Ich habe mich mehr oder weniger von der Familie abgemeldet. Keine Ahnung, ob ich in den nächsten zehn Wochen einmal heimkomme. Natürlich muss ich schauen, dass ich zwischendurch einmal aus der Mühle herauskomme und irgendwie den Kopf frei kriege. Vielleicht mit Skifahren oder mit Biken – aber das spielt sich eigentlich nur im Stundentakt ab. In Wahrheit bist du rund um die Uhr on fire.
Klingt eigentlich furchtbar.
Ich bin jeden Tag froh, wenn ich aufwache und sagen kann: ,Hey, heute habe ich einmal durchgeschlafen.’ Das ist echt klasse. Ich habe das jetzt schon einige Male mitgemacht. Oft stehe ich um 3 Uhr im Bett und kann nicht schlafen. Das ist eigentlich nicht normal. Aber in der Phase sind wir zum Glück mit Altach noch nicht. Bis jetzt ist noch nichts passiert.
Sind in diesen zehn Partien von den Spielern denn andere Qualitäten gefragt?

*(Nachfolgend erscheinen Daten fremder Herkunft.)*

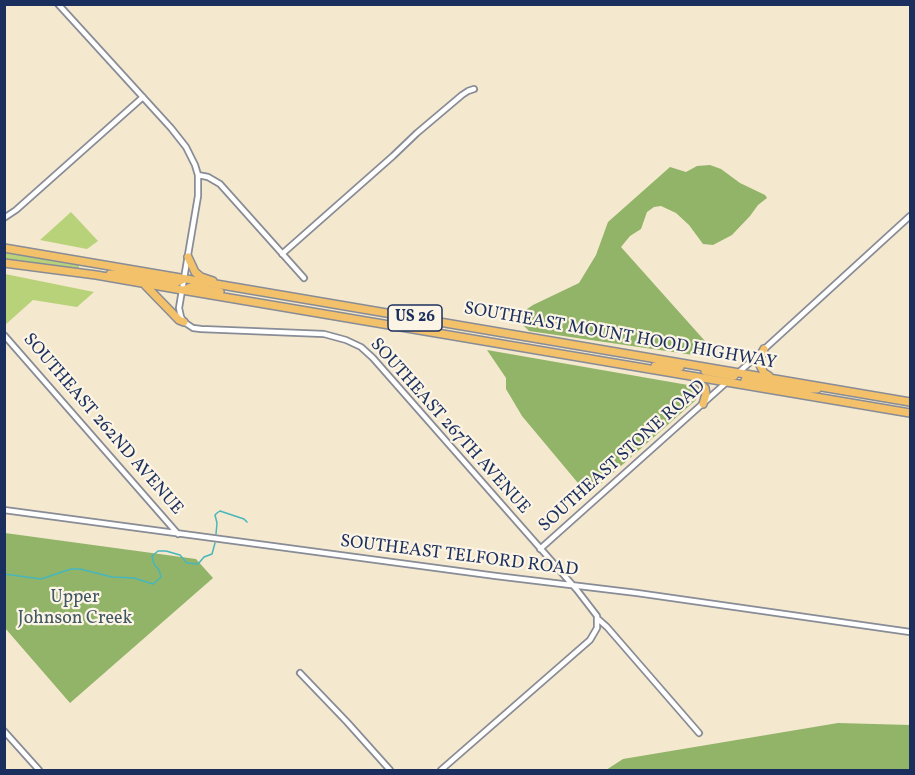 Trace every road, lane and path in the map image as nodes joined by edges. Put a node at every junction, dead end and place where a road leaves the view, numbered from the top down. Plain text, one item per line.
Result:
1 (58, 4) edge
2 (474, 89) dead end
3 (143, 97) junction
4 (198, 175) junction
5 (910, 216) edge
6 (4, 218) edge
7 (4, 248) edge
8 (282, 254) junction
9 (188, 257) junction
10 (4, 263) edge
11 (96, 275) junction
12 (184, 279) junction
13 (304, 279) dead end
14 (144, 283) junction
15 (230, 286) junction
16 (182, 291) junction
17 (273, 294) junction
18 (184, 322) junction
19 (4, 335) edge
20 (764, 349) junction
21 (646, 368) junction
22 (690, 375) junction
23 (733, 377) junction
24 (771, 378) junction
25 (828, 387) junction
26 (910, 402) edge
27 (704, 404) junction
28 (910, 413) edge
29 (4, 510) edge
30 (178, 534) junction
31 (540, 549) junction
32 (572, 585) junction
33 (597, 619) junction
34 (910, 632) edge
35 (300, 673) dead end
36 (4, 731) edge
37 (699, 733) dead end
38 (39, 771) edge
39 (390, 771) edge
40 (441, 771) edge

1 - 3 street
2 - 8 street
3 - 4 street
3 - 6 street
4 - 8 street
4 - 9 street
5 - 20 street, SOUTHEAST STONE ROAD
7 - 12 highway, SOUTHEAST MOUNT HOOD HIGHWAY / US 26
8 - 13 street
9 - 12 street
9 - 15 highway
10 - 11 highway, SOUTHEAST MOUNT HOOD HIGHWAY / US 26
11 - 12 highway
11 - 14 highway, SOUTHEAST MOUNT HOOD HIGHWAY / US 26
12 - 15 highway, SOUTHEAST MOUNT HOOD HIGHWAY / US 26
12 - 16 street
14 - 16 highway, SOUTHEAST MOUNT HOOD HIGHWAY / US 26
14 - 18 highway
15 - 17 highway, SOUTHEAST MOUNT HOOD HIGHWAY / US 26
16 - 17 highway
16 - 18 street
16 - 21 highway, SOUTHEAST MOUNT HOOD HIGHWAY / US 26
17 - 23 highway, SOUTHEAST MOUNT HOOD HIGHWAY / US 26
18 - 31 street, SOUTHEAST 267TH AVENUE
19 - 30 street, SOUTHEAST 262ND AVENUE
20 - 23 street, SOUTHEAST STONE ROAD
20 - 24 highway
21 - 22 highway, SOUTHEAST MOUNT HOOD HIGHWAY / US 26
21 - 23 highway
22 - 23 highway, SOUTHEAST MOUNT HOOD HIGHWAY / US 26
22 - 27 highway
23 - 24 highway, SOUTHEAST MOUNT HOOD HIGHWAY / US 26
23 - 25 highway
23 - 27 street, SOUTHEAST STONE ROAD
23 - 28 highway, SOUTHEAST MOUNT HOOD HIGHWAY / US 26
24 - 25 highway, SOUTHEAST MOUNT HOOD HIGHWAY / US 26
25 - 26 highway, SOUTHEAST MOUNT HOOD HIGHWAY / US 26
27 - 31 street, SOUTHEAST STONE ROAD
29 - 30 street, SOUTHEAST TELFORD ROAD
30 - 32 street, SOUTHEAST TELFORD ROAD
31 - 32 street, SOUTHEAST 267TH AVENUE
32 - 33 street, SOUTHEAST 267TH AVENUE
32 - 34 street, SOUTHEAST TELFORD ROAD
33 - 37 street
33 - 40 street
35 - 39 street
36 - 38 street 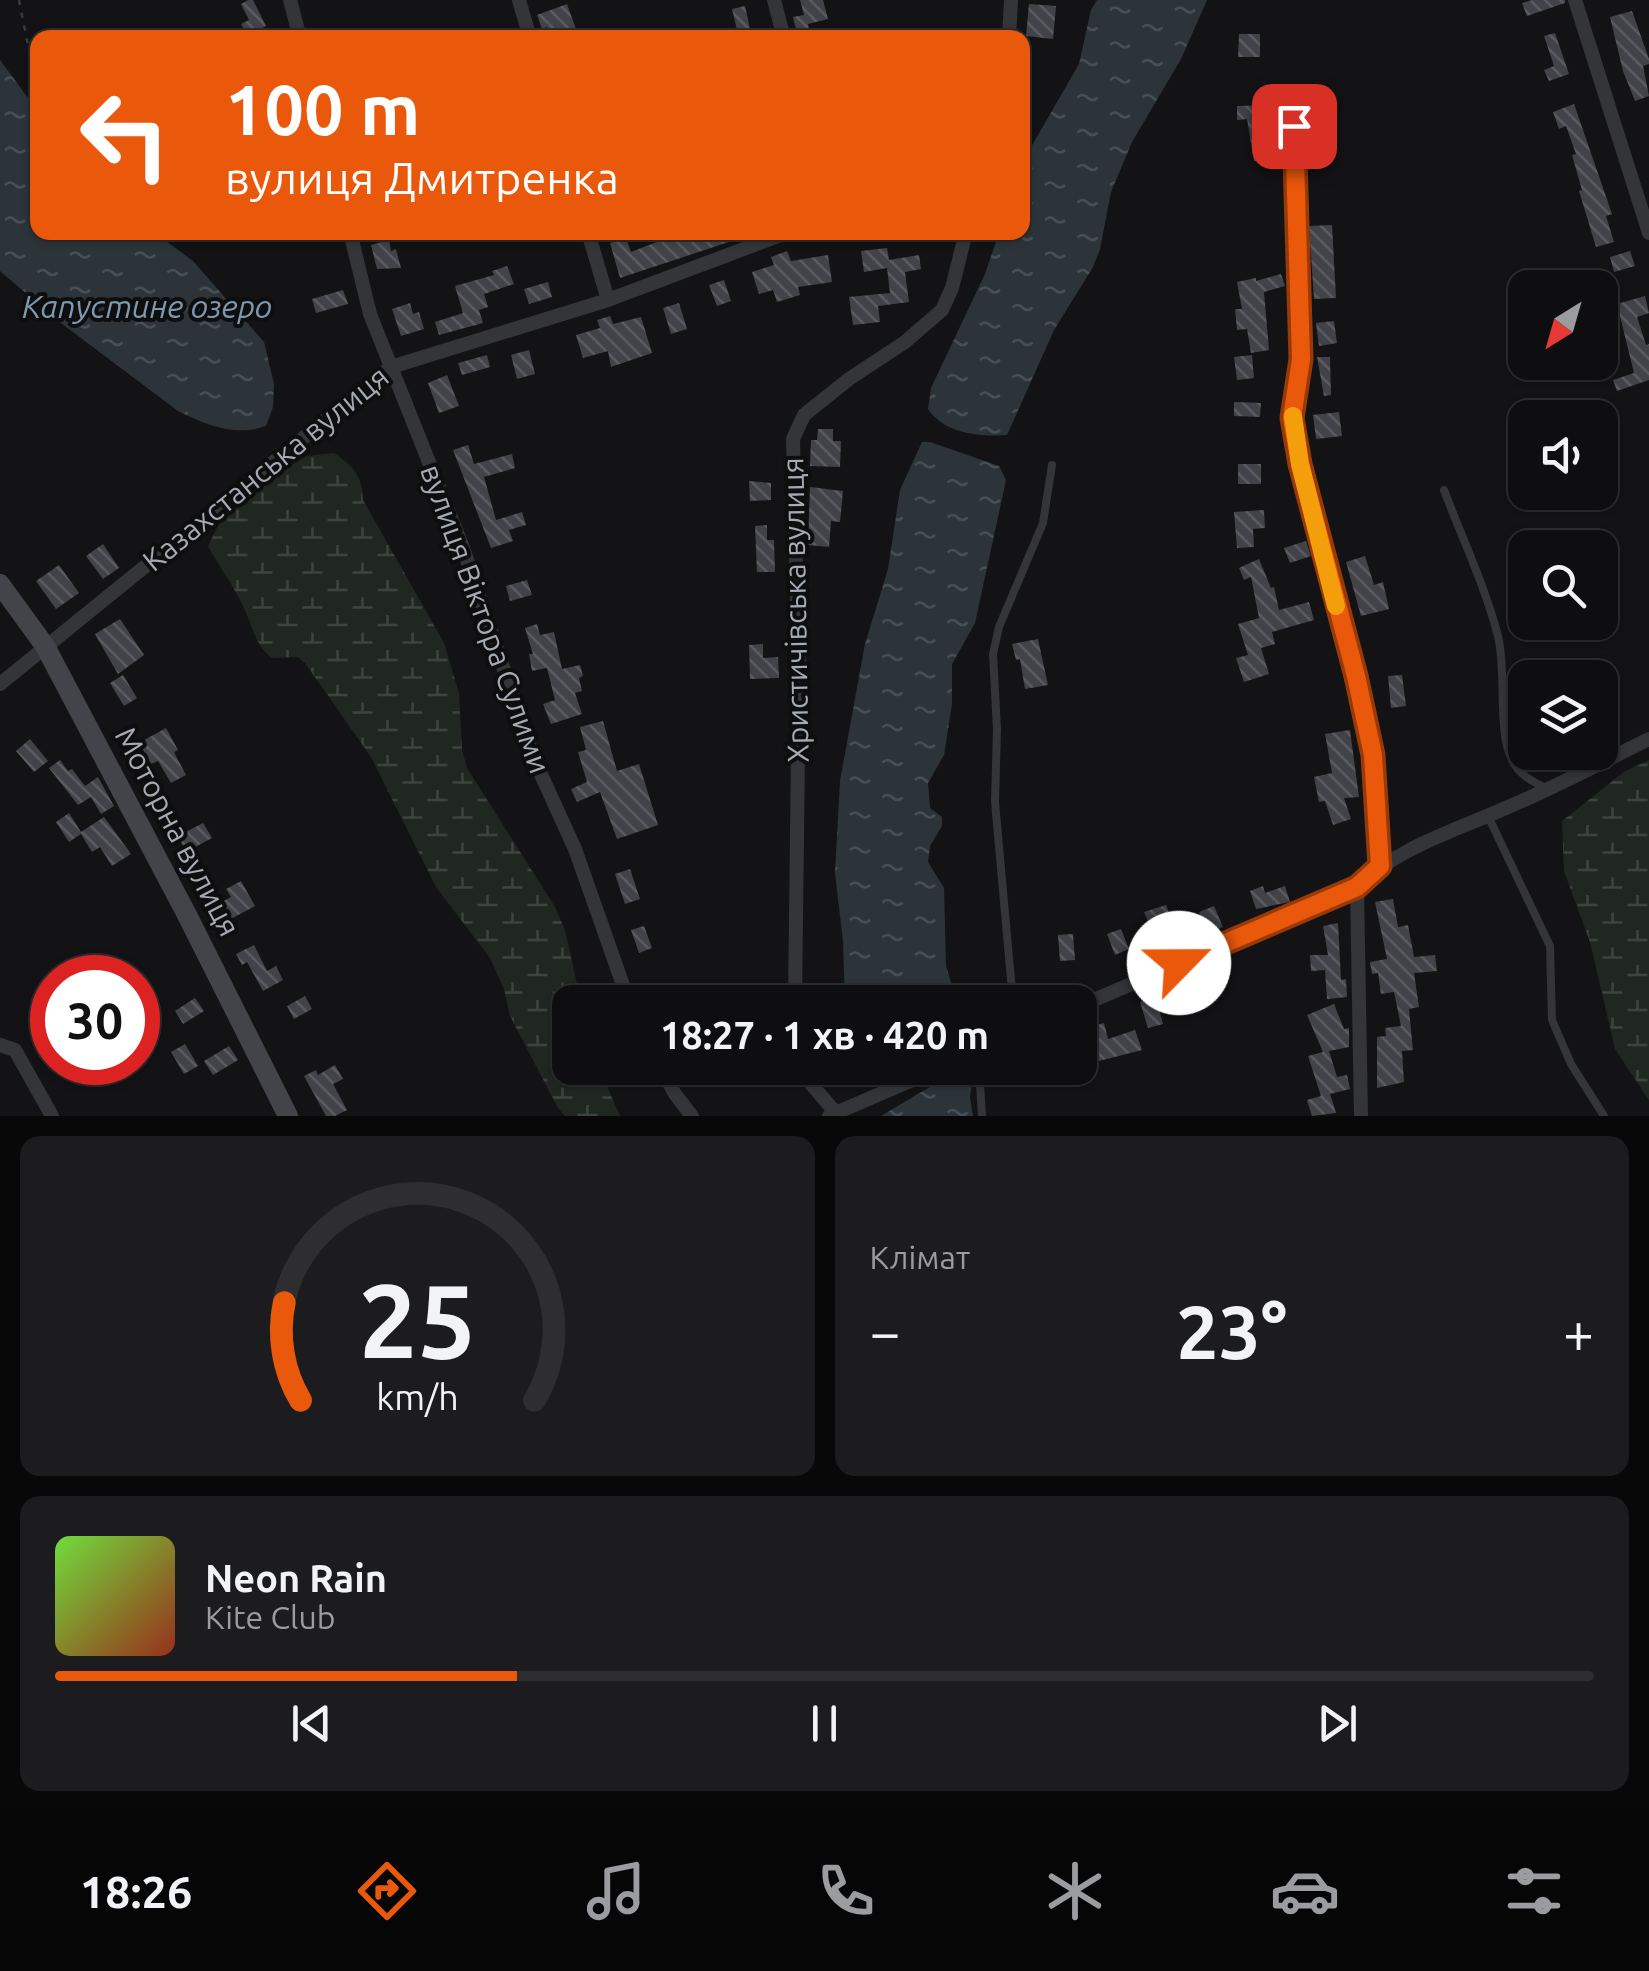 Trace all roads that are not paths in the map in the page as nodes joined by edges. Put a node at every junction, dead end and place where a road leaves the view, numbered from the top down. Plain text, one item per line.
1 (290, 0) edge
2 (519, 0) edge
3 (774, 0) edge
4 (1011, 0) edge
5 (1575, 0) edge
6 (298, 30) edge
7 (528, 30) edge
8 (782, 30) edge
9 (1009, 30) edge
10 (1292, 92) dead end
11 (1649, 234) edge
12 (352, 240) edge
13 (590, 240) edge
14 (769, 240) edge
15 (964, 240) edge
16 (608, 300) junction
17 (391, 366) junction
18 (1052, 464) dead end
19 (1444, 490) dead end
20 (0, 584) edge
21 (45, 646) junction
22 (0, 684) edge
23 (1649, 739) edge
24 (1548, 788) junction
25 (1488, 816) junction
26 (1380, 866) junction
27 (1357, 887) junction
28 (623, 985) edge
29 (795, 985) edge
30 (1011, 985) edge
31 (1097, 999) edge
32 (0, 1045) edge
33 (672, 1085) edge
34 (811, 1085) edge
35 (900, 1085) edge
36 (979, 1085) edge
37 (832, 1114) edge
38 (52, 1116) edge
39 (288, 1116) edge
40 (692, 1116) edge
41 (982, 1116) edge
42 (1361, 1116) edge
43 (1604, 1116) edge

1 - 6 street
2 - 7 street
3 - 8 street
4 - 9 street
5 - 11 street
10 - 26 street
12 - 17 street, вулиця Віктора Сулими
13 - 16 street
14 - 16 street, Казахстанська вулиця
15 - 29 street, Христичівська вулиця
16 - 17 street, Казахстанська вулиця
17 - 21 street, Казахстанська вулиця
17 - 28 street, вулиця Віктора Сулими
18 - 30 lane
19 - 24 lane
20 - 21 street, Моторна вулиця
21 - 22 street, Казахстанська вулиця
21 - 39 street, Моторна вулиця
23 - 24 street
24 - 25 street
25 - 26 street
25 - 43 lane
26 - 27 street
27 - 31 street
27 - 42 street
32 - 38 street
33 - 40 street
34 - 37 street
35 - 37 street
36 - 41 lane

Einmal ganz grundsätzlich: wenn einer kicken kann, dann schadet das sicher nicht. Aber es sind in diesen Wochen zusätzliche Qualitäten gefragt. Vielleicht sind es sogar genau jene Qualitäten, die im Herbst im Grunddurchgang irgendwie noch geschlummert haben und verborgen waren. Andererseits ist mir aber auch klar: Wenn die Spieler diese Qualitäten schon gezeigt hätten, dann hätte der Verein jetzt mit Sicherheit einige Punkte mehr – und dann wäre ich jetzt wahrscheinlich auch nicht hier.